Wednesday, August 27th, 2014
As teenagers across the country head back to school, many are starting what will be yet another year of little sleep. But consider this: A consistent lack of shuteye can be much more serious than feeling fatigued in biology.
Studies show sleep deprivation puts teens at risk for things like car accidents and can lead to poor academic performance and ill health. Citing this topic as an “important public health issue,” the American Academy of Pediatrics (AAP) released a recommendation that middle schools and high schools start classes at or after 8:30 a.m. to allow students the chance to get more sleep regularly.
“Chronic sleep loss in children and adolescents is one of the most common – and easily fixable – public health issues in the U.S. today,” said pediatrician Judith Owens, MD, FAAP, lead author of the policy statement, in an AAP press release.
The AAP states that the optimal amount of sleep time for teens is between 8 1/2 and 9 1/2 hours per night.
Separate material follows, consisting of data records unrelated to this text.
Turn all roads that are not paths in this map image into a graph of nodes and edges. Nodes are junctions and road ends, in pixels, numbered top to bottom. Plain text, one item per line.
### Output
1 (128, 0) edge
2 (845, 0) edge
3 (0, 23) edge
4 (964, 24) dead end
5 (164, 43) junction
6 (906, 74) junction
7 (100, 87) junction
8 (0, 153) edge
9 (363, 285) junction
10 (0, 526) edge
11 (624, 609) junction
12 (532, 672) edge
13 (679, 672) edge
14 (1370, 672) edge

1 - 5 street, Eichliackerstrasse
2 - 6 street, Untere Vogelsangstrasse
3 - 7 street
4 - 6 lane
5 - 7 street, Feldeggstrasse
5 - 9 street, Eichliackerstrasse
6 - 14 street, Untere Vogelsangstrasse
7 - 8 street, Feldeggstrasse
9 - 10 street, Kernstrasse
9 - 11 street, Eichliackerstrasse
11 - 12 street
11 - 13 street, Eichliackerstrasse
But as students get older and responsibilities pile up, a mix of homework, extracurricular activities, and after-school jobs leads to even later nights, which can make it very difficult to meet the sleep goal.
The possibility of making this policy change in schools across the nation is also tough. School districts struggle with financial and logistical challenges that include providing school busing services for elementary, middle, and high schools. It can be difficult for enough buses to shuttle kids to all of the schools in one time frame, which can also strain school district budgets. Ultimately, “the issue is really cost,” Kristen Amundson, executive director of the National Association of State Boards of Education, told the AP.
Does your child’s lack of sleep affect her performance at school? Take a look at these tips to boost her school success.
Photo of girl sleeping courtesy of Shutterstock.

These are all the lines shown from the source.